Les biens vendus par Jelmoli comprennent d'ailleurs le centre commercial de la Praille (et celui de Carouge), ainsi que le Globus de Genève (ex-Grand Passage). On n'aurait pas pu en profiter pour fourguer le stade (dont Jelmoli est l'un des principaux actionnaires) au consortium acheteur, pour le franc symbolique qu'il vaut (et encore, on est optimistes) ?

09 octobre 2007

Le racket était légal

Le Conseil administratif de la Ville avait des doutes sur la légalité du procédé utilisé par le canton pour faire à la Fondation du stade un cadeau lui permettant de régler sa dette à l'égard de l'entreprise Zschokke (devenue Implenia), et pour faire financer ce cadeau par le Fonds d'équipement communal. L'exécutif municipal avait donc saisi la Cour des Comptes, en février. En juin, la Cour a rendu son verdict : le racket était légal, le canton avait parfaitement le droit d'instrumentaliser le Fonds d'équipement communal pour payer les dettes d'une fondation privée. Cela dit, la Court précise tout de même qu'elle ne se prononce ni sur la constitutionnalité du procédé, ni sur la question de savoir s'il respecte ou non les droits des citoyens.
La Ville formulait trois reproches : le versement aurait été décidé sans l'accord de l'Association des communes, il aurait servi à payer la dette d'une fondation privée, ce qui serait contraire aux buts du FEC, et la dette ainsi payée était antérieure aux dispositions de la loi permettant au FEC de financer des investissements de ce genre.
Réponses de la Cour des comptes :
1. les magistrats communaux (y compris ceux de la Ville) et l'ACG étaient parfaitement informés des intentions du Conseil d'Etat. En clair, les magistrats de la Ville ne peuvent pas faire croire qu'ils se sont fait rouler à l'insu de leur plein gré, ils étaient consentants.
2. Ce qui importe n'est pas le statut (privé ou public) de la fondation bénéficiaire (celle du stade, en l'ocurrence), mais la vocation publique ou non de l'installation qu'elle gère. Et pour la Cour, le trou de la Praille a une vocation publique.
3. Une attribution en décembre 2006 pour une prestation réalisée antérieurement ne contrevient pas aux statuts du fonds (mais peut-être à la loi ? mystère...)

03 octobre 2007

Fonds de corbeille

Avant le match du 20 septembre entre Sion et Galatasaray (Turquie), à la Praille, la police a rappelé "les règles élémentaires de bonne conduite" : pas d'alcool, pas d'armes, pas de propos racistes. "Elementaires", en effet, ces règles.
Le problème n'est pas qu'on les rappelle. Le problème, c'est qu'il faille les rappeler.

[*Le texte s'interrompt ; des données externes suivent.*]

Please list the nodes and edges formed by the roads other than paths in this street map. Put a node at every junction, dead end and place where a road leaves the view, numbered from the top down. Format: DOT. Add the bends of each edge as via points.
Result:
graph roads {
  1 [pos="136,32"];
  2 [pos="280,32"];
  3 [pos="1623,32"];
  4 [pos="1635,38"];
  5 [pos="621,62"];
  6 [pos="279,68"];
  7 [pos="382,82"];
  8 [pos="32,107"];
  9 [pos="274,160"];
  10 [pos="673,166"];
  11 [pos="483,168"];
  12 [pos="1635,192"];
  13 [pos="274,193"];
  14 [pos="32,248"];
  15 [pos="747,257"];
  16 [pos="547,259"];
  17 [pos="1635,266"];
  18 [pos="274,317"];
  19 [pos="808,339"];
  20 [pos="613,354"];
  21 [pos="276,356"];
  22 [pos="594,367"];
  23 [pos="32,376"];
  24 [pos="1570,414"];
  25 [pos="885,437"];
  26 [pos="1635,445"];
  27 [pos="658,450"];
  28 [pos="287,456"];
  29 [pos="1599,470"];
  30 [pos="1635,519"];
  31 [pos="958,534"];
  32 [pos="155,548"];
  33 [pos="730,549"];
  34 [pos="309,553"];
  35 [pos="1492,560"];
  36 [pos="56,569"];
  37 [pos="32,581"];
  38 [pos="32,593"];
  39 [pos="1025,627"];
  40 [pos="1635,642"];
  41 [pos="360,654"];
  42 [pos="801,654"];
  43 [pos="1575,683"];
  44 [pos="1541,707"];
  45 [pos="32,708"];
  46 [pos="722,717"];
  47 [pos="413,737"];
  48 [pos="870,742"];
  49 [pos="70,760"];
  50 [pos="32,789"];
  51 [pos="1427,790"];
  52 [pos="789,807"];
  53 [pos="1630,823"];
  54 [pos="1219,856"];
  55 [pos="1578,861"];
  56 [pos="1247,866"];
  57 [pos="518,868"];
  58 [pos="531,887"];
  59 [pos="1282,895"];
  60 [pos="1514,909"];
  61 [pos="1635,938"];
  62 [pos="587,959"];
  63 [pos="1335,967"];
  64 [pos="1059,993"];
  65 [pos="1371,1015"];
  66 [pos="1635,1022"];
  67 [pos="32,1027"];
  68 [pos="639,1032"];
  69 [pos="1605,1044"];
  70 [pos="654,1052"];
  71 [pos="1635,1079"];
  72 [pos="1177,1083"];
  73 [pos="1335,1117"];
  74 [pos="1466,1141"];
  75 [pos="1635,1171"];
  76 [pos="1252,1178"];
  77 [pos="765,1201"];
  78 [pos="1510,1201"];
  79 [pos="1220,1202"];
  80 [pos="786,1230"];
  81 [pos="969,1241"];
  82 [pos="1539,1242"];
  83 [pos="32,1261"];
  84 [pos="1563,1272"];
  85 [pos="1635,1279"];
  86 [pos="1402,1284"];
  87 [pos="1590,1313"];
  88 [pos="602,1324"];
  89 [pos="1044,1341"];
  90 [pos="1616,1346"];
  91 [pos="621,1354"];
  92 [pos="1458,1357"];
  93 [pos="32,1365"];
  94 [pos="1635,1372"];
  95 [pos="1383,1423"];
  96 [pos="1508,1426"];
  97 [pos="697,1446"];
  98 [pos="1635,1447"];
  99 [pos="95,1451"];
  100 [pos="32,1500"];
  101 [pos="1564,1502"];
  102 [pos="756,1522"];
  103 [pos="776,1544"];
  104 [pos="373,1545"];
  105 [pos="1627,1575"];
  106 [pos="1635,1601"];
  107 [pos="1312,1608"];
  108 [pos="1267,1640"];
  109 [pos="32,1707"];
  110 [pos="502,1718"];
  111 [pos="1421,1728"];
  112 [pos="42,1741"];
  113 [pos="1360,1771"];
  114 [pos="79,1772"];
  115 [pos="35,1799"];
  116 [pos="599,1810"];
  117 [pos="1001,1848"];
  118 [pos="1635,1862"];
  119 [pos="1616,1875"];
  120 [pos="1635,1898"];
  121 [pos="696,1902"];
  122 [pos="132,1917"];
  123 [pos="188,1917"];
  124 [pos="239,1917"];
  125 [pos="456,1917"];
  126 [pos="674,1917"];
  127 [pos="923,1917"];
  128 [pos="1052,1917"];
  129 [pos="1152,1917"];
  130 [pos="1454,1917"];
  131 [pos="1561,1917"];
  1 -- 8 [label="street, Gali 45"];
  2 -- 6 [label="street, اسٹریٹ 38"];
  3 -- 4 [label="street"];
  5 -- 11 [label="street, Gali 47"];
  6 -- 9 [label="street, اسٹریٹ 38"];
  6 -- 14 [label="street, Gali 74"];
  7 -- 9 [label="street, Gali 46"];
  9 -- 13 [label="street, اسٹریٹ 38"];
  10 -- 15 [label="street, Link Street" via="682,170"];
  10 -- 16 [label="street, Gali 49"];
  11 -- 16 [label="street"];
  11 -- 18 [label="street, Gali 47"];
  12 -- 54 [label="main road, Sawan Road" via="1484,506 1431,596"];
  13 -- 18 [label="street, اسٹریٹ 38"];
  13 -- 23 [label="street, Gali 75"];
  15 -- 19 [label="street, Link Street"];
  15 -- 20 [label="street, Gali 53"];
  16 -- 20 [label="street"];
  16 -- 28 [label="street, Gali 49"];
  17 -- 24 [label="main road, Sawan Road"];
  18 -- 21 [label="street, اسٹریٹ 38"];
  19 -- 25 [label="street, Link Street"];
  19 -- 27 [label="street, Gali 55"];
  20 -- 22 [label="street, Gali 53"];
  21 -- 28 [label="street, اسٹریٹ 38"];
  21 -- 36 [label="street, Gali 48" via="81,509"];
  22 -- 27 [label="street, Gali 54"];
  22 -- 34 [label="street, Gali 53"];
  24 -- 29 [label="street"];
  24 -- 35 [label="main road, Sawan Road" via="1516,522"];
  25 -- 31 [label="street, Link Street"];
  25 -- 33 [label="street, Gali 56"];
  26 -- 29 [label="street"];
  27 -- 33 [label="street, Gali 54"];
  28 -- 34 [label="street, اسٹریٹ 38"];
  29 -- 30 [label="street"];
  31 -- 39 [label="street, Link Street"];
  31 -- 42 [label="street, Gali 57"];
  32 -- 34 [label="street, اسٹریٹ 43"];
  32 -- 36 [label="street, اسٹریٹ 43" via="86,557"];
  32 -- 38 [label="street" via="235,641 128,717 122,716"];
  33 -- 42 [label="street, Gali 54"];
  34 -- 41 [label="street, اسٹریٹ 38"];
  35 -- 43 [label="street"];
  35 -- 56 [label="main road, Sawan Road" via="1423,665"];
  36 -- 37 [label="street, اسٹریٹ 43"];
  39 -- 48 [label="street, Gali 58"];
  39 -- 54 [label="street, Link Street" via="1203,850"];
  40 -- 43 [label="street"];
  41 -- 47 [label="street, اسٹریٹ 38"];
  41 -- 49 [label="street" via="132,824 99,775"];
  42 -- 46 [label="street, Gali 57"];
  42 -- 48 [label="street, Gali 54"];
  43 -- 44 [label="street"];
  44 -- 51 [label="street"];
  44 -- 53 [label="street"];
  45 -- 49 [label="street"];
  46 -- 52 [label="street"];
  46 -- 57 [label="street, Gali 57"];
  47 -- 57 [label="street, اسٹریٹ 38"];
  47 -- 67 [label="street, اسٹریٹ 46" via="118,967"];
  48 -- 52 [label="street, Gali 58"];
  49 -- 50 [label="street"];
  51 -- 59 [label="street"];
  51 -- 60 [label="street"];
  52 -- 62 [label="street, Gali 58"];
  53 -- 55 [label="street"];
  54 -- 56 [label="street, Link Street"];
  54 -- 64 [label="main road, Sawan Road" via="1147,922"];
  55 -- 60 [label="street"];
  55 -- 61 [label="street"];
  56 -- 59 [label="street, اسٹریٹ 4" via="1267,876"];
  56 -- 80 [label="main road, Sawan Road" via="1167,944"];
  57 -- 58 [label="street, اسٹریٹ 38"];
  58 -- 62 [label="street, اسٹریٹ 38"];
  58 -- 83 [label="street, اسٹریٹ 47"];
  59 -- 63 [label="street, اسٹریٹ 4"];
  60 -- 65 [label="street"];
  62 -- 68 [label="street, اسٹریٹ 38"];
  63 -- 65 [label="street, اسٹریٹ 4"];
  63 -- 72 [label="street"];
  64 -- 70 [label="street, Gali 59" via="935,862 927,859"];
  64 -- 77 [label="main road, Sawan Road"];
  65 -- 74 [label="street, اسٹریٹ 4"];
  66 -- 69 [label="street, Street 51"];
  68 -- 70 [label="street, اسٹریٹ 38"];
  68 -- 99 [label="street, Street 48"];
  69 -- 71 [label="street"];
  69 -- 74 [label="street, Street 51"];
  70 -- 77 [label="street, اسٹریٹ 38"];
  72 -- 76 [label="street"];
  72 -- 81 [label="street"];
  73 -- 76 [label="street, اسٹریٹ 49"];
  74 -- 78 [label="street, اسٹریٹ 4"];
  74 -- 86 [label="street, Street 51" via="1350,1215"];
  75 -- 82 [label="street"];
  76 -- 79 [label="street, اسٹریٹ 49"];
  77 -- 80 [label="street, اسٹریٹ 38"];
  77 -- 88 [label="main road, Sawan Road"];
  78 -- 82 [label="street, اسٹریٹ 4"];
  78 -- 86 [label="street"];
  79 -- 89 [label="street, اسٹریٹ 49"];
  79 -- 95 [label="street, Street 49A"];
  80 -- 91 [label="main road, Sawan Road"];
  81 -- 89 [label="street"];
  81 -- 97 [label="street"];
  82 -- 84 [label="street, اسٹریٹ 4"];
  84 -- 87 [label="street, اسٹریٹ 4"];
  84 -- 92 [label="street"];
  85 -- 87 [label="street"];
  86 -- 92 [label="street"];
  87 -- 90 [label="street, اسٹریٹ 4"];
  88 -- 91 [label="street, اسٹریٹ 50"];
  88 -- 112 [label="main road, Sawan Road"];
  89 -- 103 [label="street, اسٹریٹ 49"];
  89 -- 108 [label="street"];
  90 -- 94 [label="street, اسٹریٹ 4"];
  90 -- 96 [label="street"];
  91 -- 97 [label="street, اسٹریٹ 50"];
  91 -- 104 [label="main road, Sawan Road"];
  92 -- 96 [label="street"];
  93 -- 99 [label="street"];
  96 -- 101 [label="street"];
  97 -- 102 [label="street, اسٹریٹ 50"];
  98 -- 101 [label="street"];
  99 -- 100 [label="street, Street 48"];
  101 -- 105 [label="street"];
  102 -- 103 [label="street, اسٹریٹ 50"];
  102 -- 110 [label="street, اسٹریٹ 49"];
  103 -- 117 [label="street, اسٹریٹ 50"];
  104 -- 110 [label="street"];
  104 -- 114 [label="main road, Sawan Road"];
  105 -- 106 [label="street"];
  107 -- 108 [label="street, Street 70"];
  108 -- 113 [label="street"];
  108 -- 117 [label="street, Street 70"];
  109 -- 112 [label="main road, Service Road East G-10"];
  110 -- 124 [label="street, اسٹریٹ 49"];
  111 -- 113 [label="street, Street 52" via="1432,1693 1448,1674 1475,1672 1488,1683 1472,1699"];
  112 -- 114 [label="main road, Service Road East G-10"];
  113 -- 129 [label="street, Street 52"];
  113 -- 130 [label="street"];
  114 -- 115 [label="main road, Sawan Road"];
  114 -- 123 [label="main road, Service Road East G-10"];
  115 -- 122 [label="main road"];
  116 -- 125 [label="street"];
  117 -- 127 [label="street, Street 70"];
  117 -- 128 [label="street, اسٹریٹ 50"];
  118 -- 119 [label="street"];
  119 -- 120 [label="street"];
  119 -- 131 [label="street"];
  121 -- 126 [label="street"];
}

"Je veux mettre mes compétences et mon enthousiasme au service de notre canton", proclame fièrement le candidat libéral au Conseil national Christian Luscher, dans un pavé publicitaire...
Christian Luscher ayant précédemment mis ses compétences et son enthousiasme au service du FC Servette, qu'il a présidé avant de le remettre à Marc Roger, on peut déjà annoncer la mise en vente du canton, ou on attend le retour de Roro à Champ-Dollon ?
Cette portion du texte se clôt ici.